LetztenFrühling führte Oliver Rüesch, Schulleiter des Oberstufenschulhauses Worbboden, eine grosse Umfrage durch. Er hat sie ausgewertet und festgestellt: «Den Schüler:innen geht es psychisch schlechter als auch schon.» Er vermutet, dass das zumindest teilweise an sozialen Medien liegt. Klare Massnahmen sollen die Jugendlichen stützen.

Oberstufenschulleiter Oliver Rüesch vor der sogenannten Lernwabe: «Ich möchte, dass alle Jugendlichen gern zur Schule kommen können!» (Foto: cw)

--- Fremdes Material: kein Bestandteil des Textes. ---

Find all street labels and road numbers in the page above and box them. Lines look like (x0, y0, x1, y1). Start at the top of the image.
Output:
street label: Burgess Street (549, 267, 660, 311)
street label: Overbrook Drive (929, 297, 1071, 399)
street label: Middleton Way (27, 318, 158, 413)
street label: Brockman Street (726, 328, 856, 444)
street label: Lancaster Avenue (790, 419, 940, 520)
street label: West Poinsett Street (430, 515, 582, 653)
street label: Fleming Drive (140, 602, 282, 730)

Corona, Ukraine, Klima, Nahostkrise: Die Nachrichten sind trüb. Und durchaus genug, um zu erklären, warum es den Schüler:innen im Oberstufenschulhaus Worbboden «schlechter geht als auch schon». Das jedenfalls ging Schulleiter Oliver Rüesch mehrmals durch den Kopf, als er die grosse Schüler:innen-Umfrage auswertete. Letzten Frühling befragte er 281 Schüler:innen aus den Oberstufenklassen zu zehn Themen rund um ihren Schulalltag und ihr persönliches Wohlbefinden. 

 

Umfrage verrät vieles

Spannend findet Rüesch unter anderem die Ergebnisse rund um die psychische Gesundheit und den Umgang mit Gewalt: Tiktok und Kompanie hätten offenbar sogar auf das schulische Wohlbefinden grossen Einfluss, lautet sein Fazit. Dafür zeigt er sich erleichtert, dass der Gebrauch von Drogen an der Oberstufe kein grosses Thema ist (BERN-OST berichtete). «Dass der Konsum verglichen mit dem deutlich höheren Schweizer Durchschnitt so tief ist, hat mich sehr gefreut.»

 

Erfreulich wenig Suchtmittel konsumiert

Konkret: 92 von den 99 Jungen und 111 von den 115 Mädchen, die auf die Frage «Konsumierst du Suchtmittel» antworteten, gaben an, «gar keine Suchtmittel» zu konsumieren. Einen Cannabis-Konsum gaben 3 Jungen und 2 Mädchen an. Alkohol konsumieren offenbar 6 Jungen und 1 Mädchen; Tabak laut eigenen Angaben 4 Jungen und 3 Mädchen.

 

Was den Suchtmittelkonsum anbelange, setze er im Oberstufenzentrum weiterhin auf «Null-Toleranz», kommentiert Rüesch dieses Ergebnis. «Im Vergleich zum schweizerischen Durchschnitt sind das aber hervorragende Werte, mit denen wir sehr zufrieden sein können.»

 

Dafür psychisch nicht rundum rosig unterwegs

Zu denken gaben Oliver Rüesch hingegen die Ergebnisse auf Fragen rund um das psychische Wohlergehen: In der Umfrage gaben zwar 83 Prozent der Jugendlichen an, dass sie sich im Oberstufenzentrum ‘wohl’ oder ‘eher wohl’ fühlen. Das sei positiv, findet Rüesch: «Dennoch gibt mir zu denken, dass sich drei Prozent ‘überhaupt nicht wohl’ und 14 Prozent ‘eher unwohl’ fühlen.»

 

Immerhin gehe es dabei um 35 Jugendliche, die nicht unbelastet durch den Schulalltag gehen können, findet Rüesch: «Auch wenige sind zu viel.» Sein Ziel wäre, dass alle gern zur Schule kommen und sich dort wohl fühlen.

 

Tiktok und Kompanie: Sehr hohe Anforderungen…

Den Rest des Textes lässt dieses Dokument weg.